Bush Senior did nothing as Saddam moved in and slaughtered them. The tragedy is that all it would have taken is a show of force on our part in support of the rebels, and Saddam's officers would have toppled him. Only when it became clear that we would do nothing did it become impossible for any high-ranking officials to take action. For the price of the relatively easy military action that would have made Saddam turn his troops around and leave the Shiite south, we could have gotten rid of him then -- and had grateful friends, perhaps, in the Shiite south.

That is part of our track record: Two times we persuaded people to commit themselves to action against oppressive enemies, only to abandon them. Do you think that would-be rebels in Iran and Syria and North Korea don't remember those lessons?

That's what the Democrats stand for. Don't let them win. If you have doubts about President Bush's strategy, read Card's whole piece; it is a brilliant defense that I wish the President would make for himself.

Update 2:

Thanks to WorldNetDaily for the link!

Saddam Hussein has been sentenced to die by hanging. If anyone deserves death, it's Saddam, so I hope there aren't too many tears shed by leftist "pacifists" who opposed the invasion and continue to share common cause with the fallen dictator.

A defiant Saddam Hussein shrugged off a possible death sentence, saying he would die without fear and the U.S. occupiers of his country would leave humiliated like they did in Vietnam, his lawyers said on Saturday.

They said a jovial and highly spirited Saddam chatted with them for more than three hours about the violence in Iraq and mounting U.S. losses just hours before an expected death sentence on Sunday in his trial for crimes against humanity.

The prospect of the sentence appeared to be the least of his concerns, they said, his focus instead being on the insurgency and the rising U.S. death toll.
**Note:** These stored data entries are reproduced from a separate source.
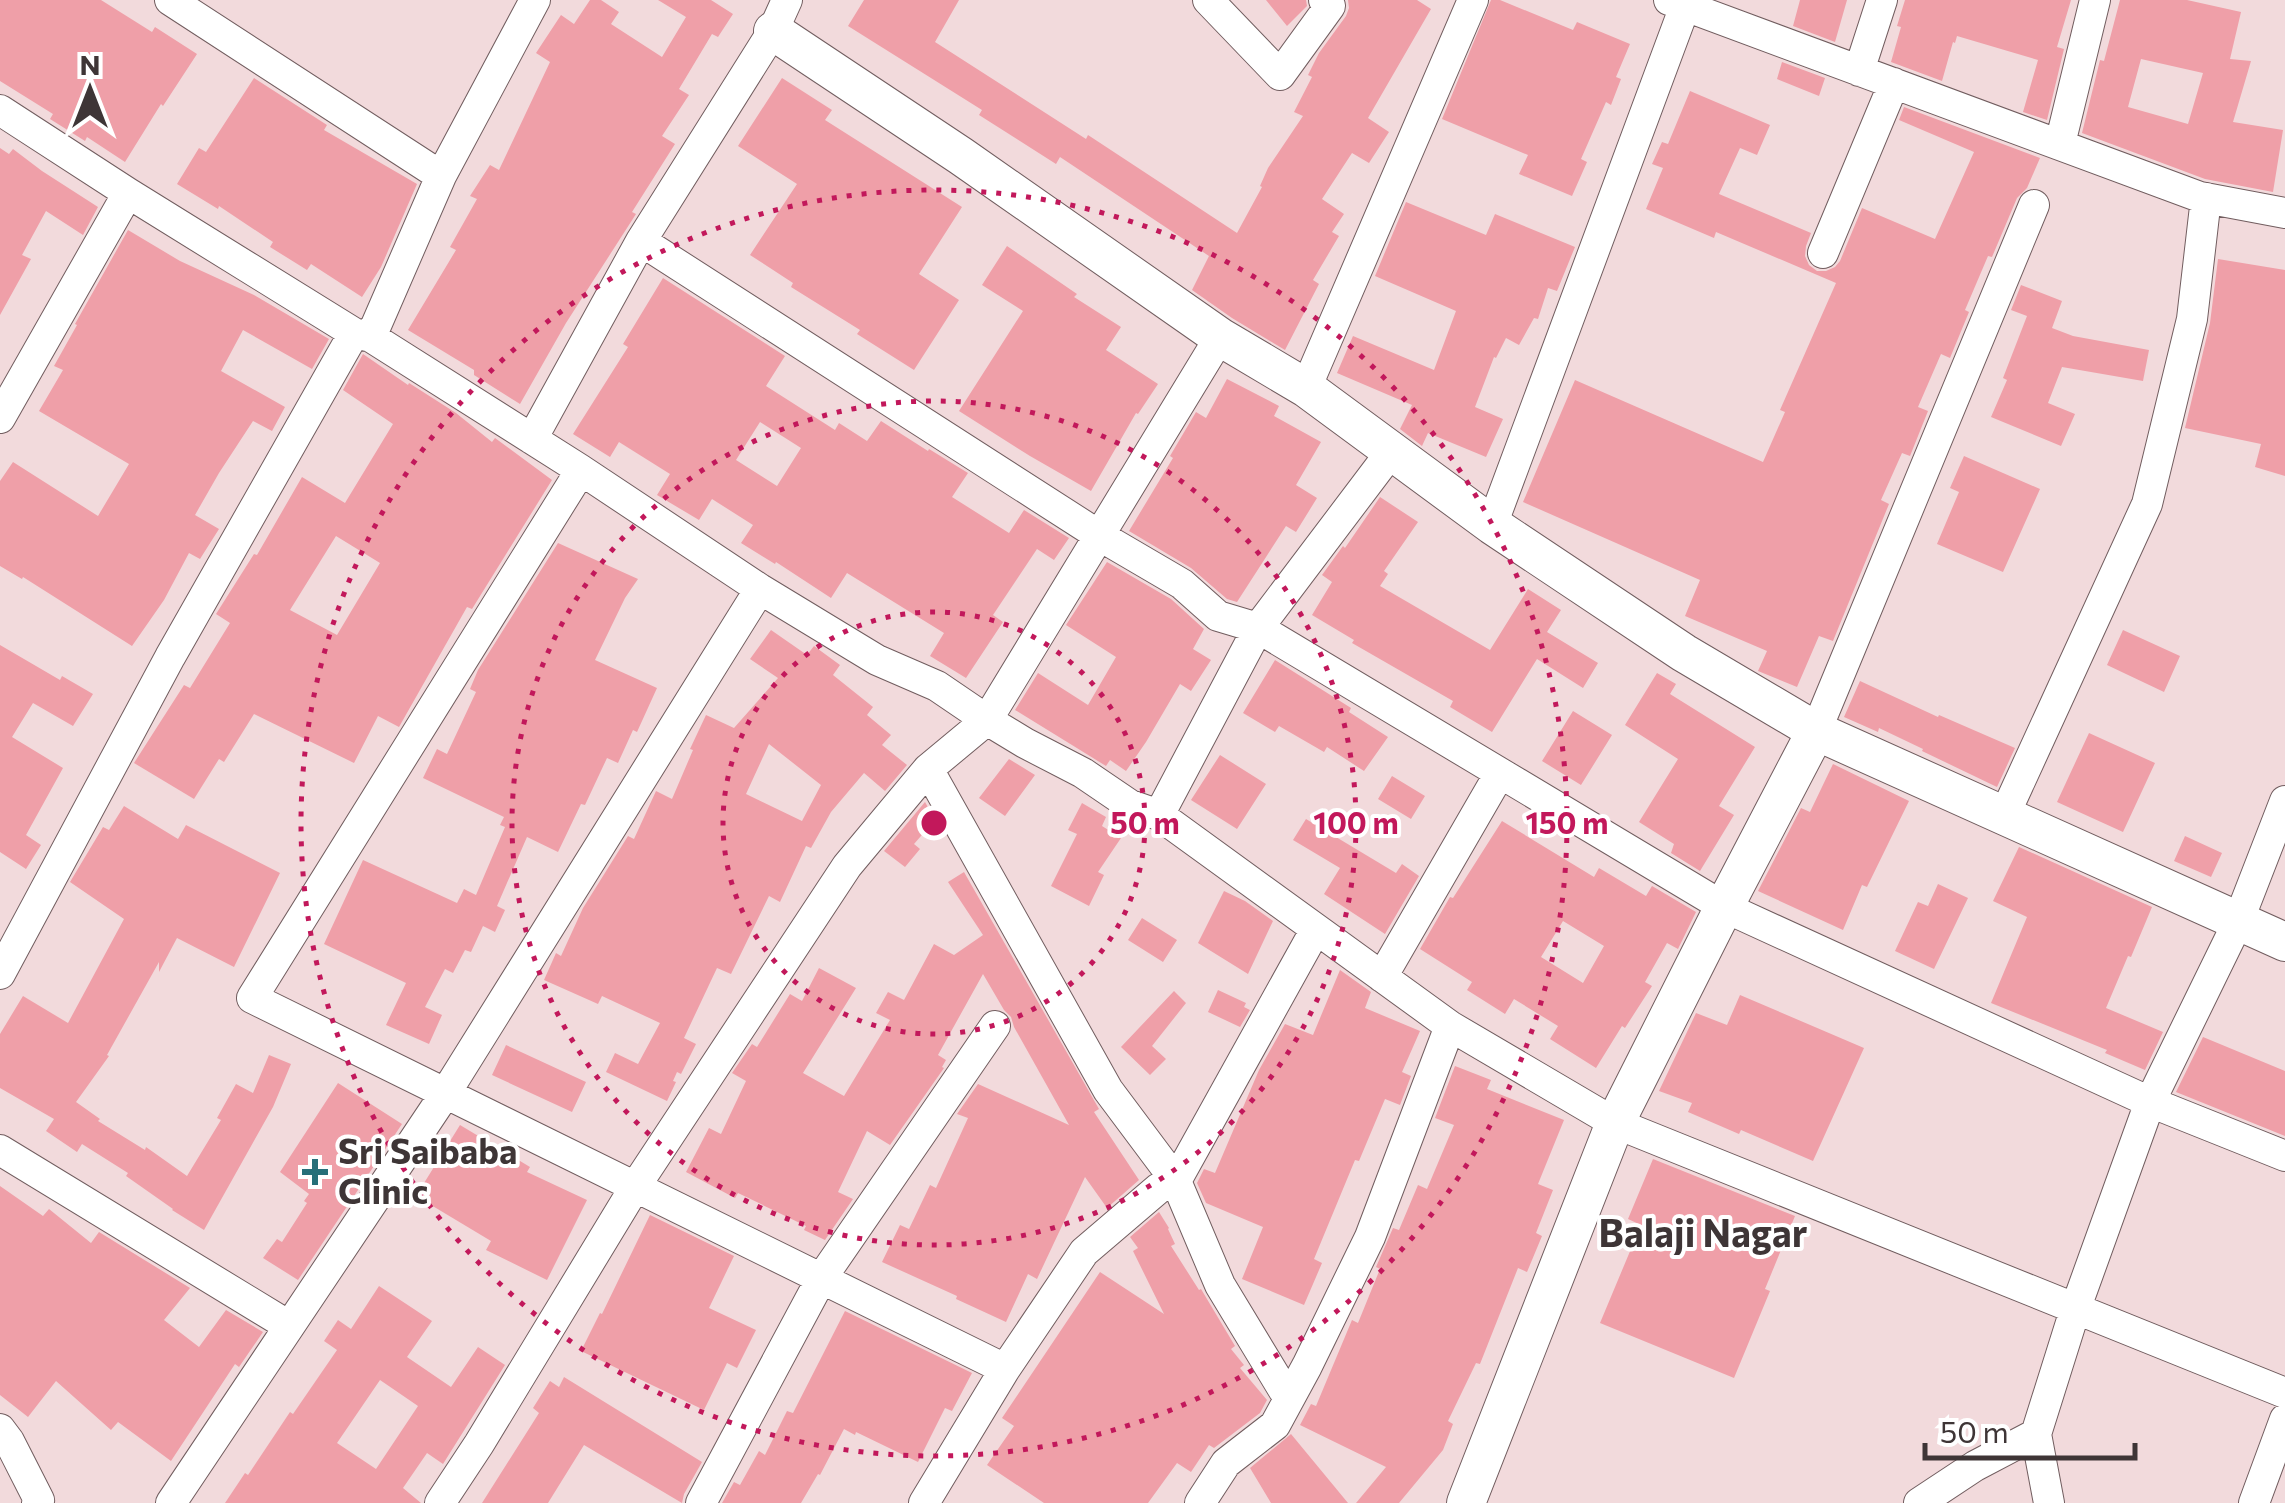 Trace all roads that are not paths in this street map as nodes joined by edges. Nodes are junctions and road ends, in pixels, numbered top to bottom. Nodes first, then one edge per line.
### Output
1 (535, 0) edge
2 (1208, 0) edge
3 (1324, 0) edge
4 (1473, 0) edge
5 (1882, 0) edge
6 (2095, 0) edge
7 (1677, 3) edge
8 (183, 4) edge
9 (780, 16) edge
10 (1860, 71) junction
11 (1894, 83) junction
12 (0, 110) edge
13 (2060, 144) junction
14 (441, 176) junction
15 (128, 193) junction
16 (2206, 198) junction
17 (2034, 206) dead end
18 (2285, 213) edge
19 (641, 241) junction
20 (1823, 254) dead end
21 (363, 335) junction
22 (1220, 338) junction
23 (1306, 388) junction
24 (0, 418) edge
25 (532, 439) junction
26 (1391, 452) junction
27 (581, 470) junction
28 (1492, 524) junction
29 (1100, 536) junction
30 (760, 589) junction
31 (1258, 628) junction
32 (988, 720) junction
33 (1816, 731) junction
34 (928, 769) junction
35 (1500, 773) junction
36 (2285, 801) edge
37 (1159, 815) junction
38 (2004, 816) junction
39 (1724, 907) junction
40 (2238, 922) junction
41 (1316, 929) junction
42 (2285, 942) edge
43 (0, 974) edge
44 (1382, 977) junction
45 (995, 1026) dead end
46 (1450, 1026) junction
47 (445, 1094) junction
48 (2150, 1102) junction
49 (1615, 1123) junction
50 (0, 1150) edge
51 (2285, 1156) edge
52 (1176, 1181) junction
53 (635, 1187) junction
54 (821, 1278) junction
55 (2074, 1310) junction
56 (288, 1326) junction
57 (1005, 1368) junction
58 (2285, 1393) edge
59 (1289, 1399) junction
60 (2285, 1419) edge
61 (0, 1429) edge
62 (2036, 1434) junction
63 (38, 1503) edge
64 (171, 1503) edge
65 (440, 1503) edge
66 (701, 1503) edge
67 (924, 1503) edge
68 (1200, 1503) edge
69 (1466, 1503) edge
70 (1919, 1503) edge
71 (2049, 1503) edge
72 (2254, 1503) edge

1 - 14 street
2 - 3 street
4 - 23 street
5 - 10 street
6 - 13 street
7 - 10 street
7 - 28 street
8 - 14 street
9 - 19 street
9 - 22 street
10 - 11 street
11 - 13 street
11 - 20 street
12 - 15 street
13 - 16 street
14 - 21 street
15 - 21 street
15 - 24 street
16 - 18 street
16 - 38 street
17 - 33 street
19 - 25 street
19 - 29 street
21 - 25 street
21 - 43 street
22 - 23 street
22 - 29 street
23 - 26 street
25 - 27 street
26 - 28 street
26 - 31 street
27 - 30 street
27 - 47 street
28 - 33 street
29 - 31 street
29 - 32 street
30 - 32 street
30 - 47 street
31 - 35 street
31 - 37 street
32 - 34 street
32 - 37 street
33 - 38 street
33 - 39 street
34 - 52 street
34 - 53 street
35 - 39 street
35 - 44 street
36 - 40 street
37 - 41 street
38 - 40 street
39 - 48 street
39 - 49 street
40 - 42 street
40 - 48 street
41 - 44 street
41 - 52 street
44 - 46 street
45 - 54 street
46 - 49 street
46 - 59 street
47 - 53 street
47 - 56 street
48 - 51 street
48 - 55 street
49 - 55 street
49 - 69 street
50 - 56 street
52 - 57 street
52 - 59 street
53 - 54 street
53 - 65 street
54 - 57 street
54 - 66 street
55 - 58 street
55 - 62 street
56 - 64 street
57 - 67 street
59 - 68 street
60 - 72 street
61 - 63 street
62 - 70 street
62 - 71 street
"He was totally unconcerned about the verdict. In fact there was derision about the court and this farce," Khalil al-Dulaimi, the defense team's chief lawyer told Reuters by telephone from Baghdad.

It's so strange that Saddam Hussein and American leftists seem to share the same hopes and dreams. I just can't figure it out.
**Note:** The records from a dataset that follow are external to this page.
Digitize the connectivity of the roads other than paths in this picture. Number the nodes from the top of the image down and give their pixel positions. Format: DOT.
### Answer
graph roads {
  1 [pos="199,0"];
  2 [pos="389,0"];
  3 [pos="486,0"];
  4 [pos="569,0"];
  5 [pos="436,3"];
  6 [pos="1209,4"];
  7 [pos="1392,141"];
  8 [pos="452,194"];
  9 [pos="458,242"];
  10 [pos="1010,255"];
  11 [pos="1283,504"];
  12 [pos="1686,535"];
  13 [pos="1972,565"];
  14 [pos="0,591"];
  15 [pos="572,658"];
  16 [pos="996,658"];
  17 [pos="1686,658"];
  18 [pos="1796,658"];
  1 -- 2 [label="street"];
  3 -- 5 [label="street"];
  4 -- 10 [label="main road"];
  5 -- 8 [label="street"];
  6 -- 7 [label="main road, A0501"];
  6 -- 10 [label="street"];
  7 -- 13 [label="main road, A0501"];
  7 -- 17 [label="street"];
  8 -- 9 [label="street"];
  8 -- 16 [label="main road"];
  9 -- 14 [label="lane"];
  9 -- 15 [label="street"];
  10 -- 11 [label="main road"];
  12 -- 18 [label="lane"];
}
Fortunately, it sounds like Saddam was a little more shaken after the sentence was handed down than he wanted to appear beforehand.

Angry, shaking and defiant, Saddam Hussein was sentenced to death this morning by hanging for ordering the massacre of Iraqi civilians.

"Allahu Akbar!" (God is Greatest) and "Long live the nation!", he shouted, pointing defiantly at the judge as the verdict was delivered.

Looking away in disgust, and then staring angrily back at the judge he continued to shout "Long live the people and death to their enemies. Long live the glorious nation, and death to its enemies!"

He had refused to stand for the verdict and had to be lifted to his feet by two court bailiffs.

"Make him stand," the judge ordered as the former president stayed seated.

"Make him stand." Historical words. My wife, who is part Iraqi, says the world will be a better place once Saddam swings.

Does this new polling system from Pollhost have annoying ads or any other feature that you can see that should prevent me from using it?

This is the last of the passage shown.